Deep phenotyping of T regulatory cells in psoriatic arthritis highlights targetable mechanisms of disease.

Regulatory T cells (Tregs) are immune regulatory T cells that are vital for controlling inflammation. The role of Tregs in inflammatory diseases namely psoriatic arthritis (PsA) is still poorly understood. The underlying reason being a lack of robust unbiased analysis to test the immune regulatory phenotype of human Tregs.
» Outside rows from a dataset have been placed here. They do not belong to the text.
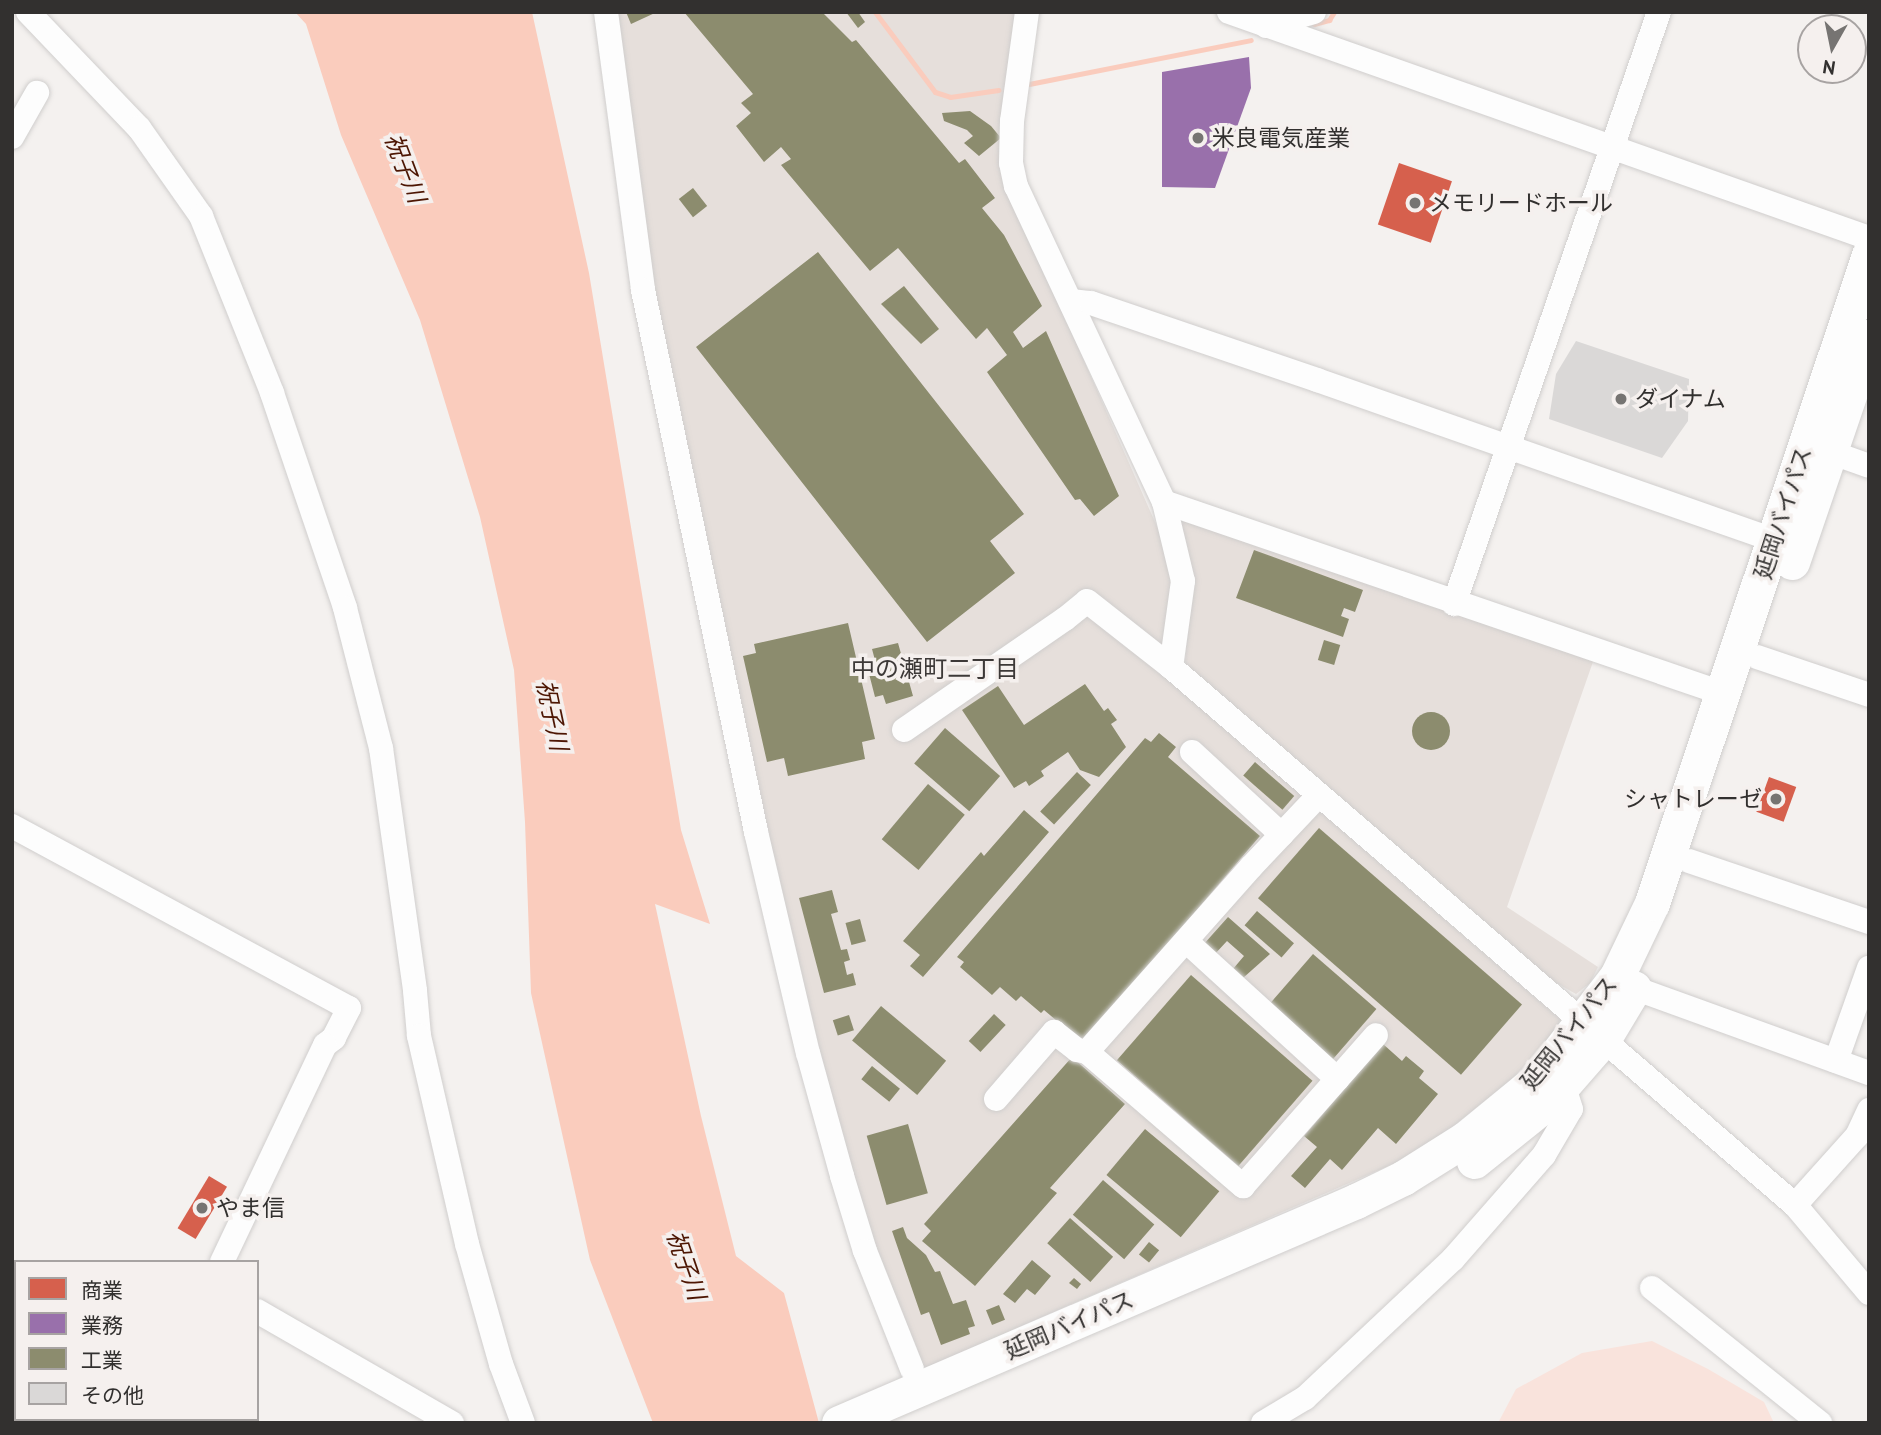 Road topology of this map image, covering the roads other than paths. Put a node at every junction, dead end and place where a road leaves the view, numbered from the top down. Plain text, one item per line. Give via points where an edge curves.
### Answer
1 (29, 12) edge
2 (606, 12) edge
3 (1027, 12) edge
4 (1229, 12) edge
5 (1314, 12) edge
6 (1659, 12) edge
7 (1266, 26) junction
8 (37, 93) dead end
9 (12, 137) edge
10 (1614, 148) junction
11 (1869, 238) edge
12 (1869, 256) edge
13 (1071, 301) junction
14 (1869, 337) edge
15 (1509, 448) junction
16 (1829, 452) junction
17 (1869, 466) edge
18 (1164, 502) junction
19 (1774, 540) junction
20 (1454, 604) junction
21 (1757, 657) junction
22 (1171, 667) junction
23 (1722, 693) junction
24 (1869, 695) edge
25 (904, 730) dead end
26 (1192, 752) dead end
27 (1320, 796) junction
28 (12, 826) edge
29 (1282, 835) junction
30 (1689, 861) junction
31 (1869, 922) edge
32 (1186, 941) junction
33 (1869, 968) edge
34 (1634, 988) junction
35 (1593, 1030) junction
36 (1376, 1035) dead end
37 (1087, 1052) junction
38 (1836, 1061) junction
39 (1869, 1073) edge
40 (1337, 1079) junction
41 (1563, 1085) junction
42 (996, 1098) dead end
43 (1869, 1110) edge
44 (1515, 1129) junction
45 (1540, 1159) junction
46 (1795, 1205) junction
47 (223, 1260) edge
48 (1652, 1288) dead end
49 (1869, 1293) edge
50 (259, 1312) edge
51 (917, 1390) junction
52 (452, 1423) edge
53 (523, 1423) edge
54 (839, 1423) edge
55 (890, 1423) edge
56 (1263, 1423) edge
57 (1820, 1423) edge

1 - 53 street via 139,128 201,216 272,393 345,608 381,748 419,1036 467,1244
2 - 51 street via 643,290 756,832 842,1176
3 - 13 street via 1011,163 1016,186
4 - 7 street
5 - 7 street
6 - 10 street
7 - 10 street
8 - 9 street
10 - 11 street
10 - 15 street
12 - 19 highway, 延岡バイパス
13 - 15 street via 1091,303
13 - 18 street
14 - 16 highway, 延岡バイパス
15 - 19 street
15 - 20 street
16 - 17 street
16 - 21 highway, 延岡バイパス
18 - 20 street
18 - 22 street via 1183,581
19 - 23 highway, 延岡バイパス
20 - 23 street
21 - 24 street
21 - 30 highway, 延岡バイパス
22 - 25 street via 1087,601
22 - 27 street
23 - 35 highway, 延岡バイパス via 1652,903
26 - 29 street
27 - 29 street
27 - 35 street
28 - 47 street via 349,1008 326,1045
29 - 32 street
30 - 31 street
30 - 34 highway, 延岡バイパス via 1672,913
32 - 37 street
32 - 40 street
33 - 38 street
34 - 35 highway, 延岡バイパス
34 - 38 street
35 - 41 highway, 延岡バイパス
35 - 46 street
35 - 51 highway, 延岡バイパス via 1465,1139 1403,1178
36 - 40 street
37 - 40 street via 1243,1186
37 - 42 street via 1054,1032
38 - 39 street
41 - 44 highway, 延岡バイパス
41 - 45 street via 1571,1109
43 - 46 street via 1857,1136
44 - 45 street
44 - 51 highway, 延岡バイパス via 1469,1165 1401,1205
45 - 56 street via 1453,1259 1363,1346 1305,1398
46 - 49 street
48 - 57 street
50 - 52 street
51 - 54 highway, 延岡バイパス
51 - 55 highway, 延岡バイパス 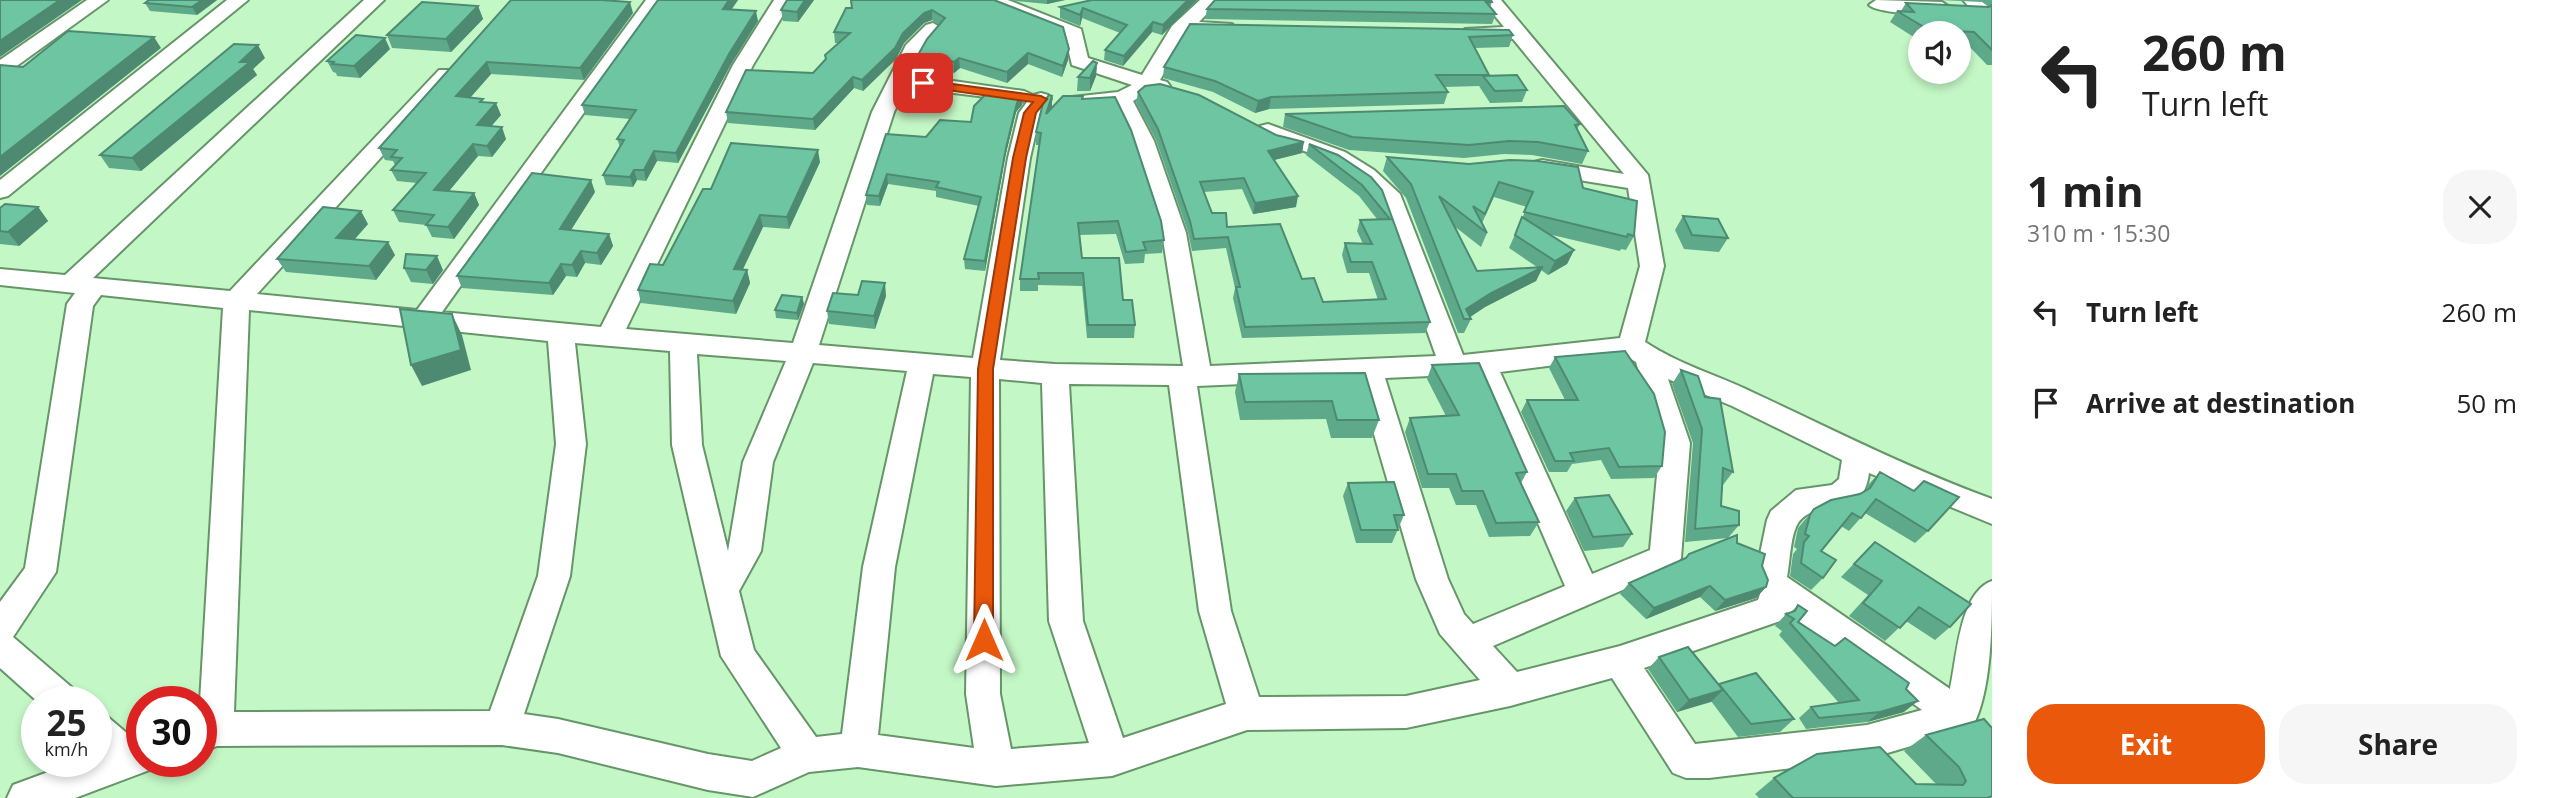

Here, we propose that checkpoint receptors can identify functional Tregs in PsA. Using unbiased BD Rhapsody single-cell analysis, we have analyzed the expression pattern of checkpoint receptors in Tregs and found that PsA Tregs are enriched in the expression of CTLA4, TIGIT, PD-1, and GITR while TIM3 was downregulated. Furthermore, PD-1+ Tregs in PsA had an increased type 1 phenotype and expressed the protease asparaginyl endopeptidase. By harnessing the PD-1 signaling pathway and inhibiting asparaginyl endopeptidase, PsA Treg function was significantly enhanced in in vitro suppressor assays. Next, we interrogated the cell interaction pathways of Tregs in PsA and found a diminished crosstalk with circulating osteoclast precursors through the CD244-CD48 coreceptor pathways. Therapeutically, PsA Treg function could be enhanced by modulating PD-1 and osteoclast interactions. Our study suggests that unconventional immune cell crosstalk with Tregs is severely diminished in PsA.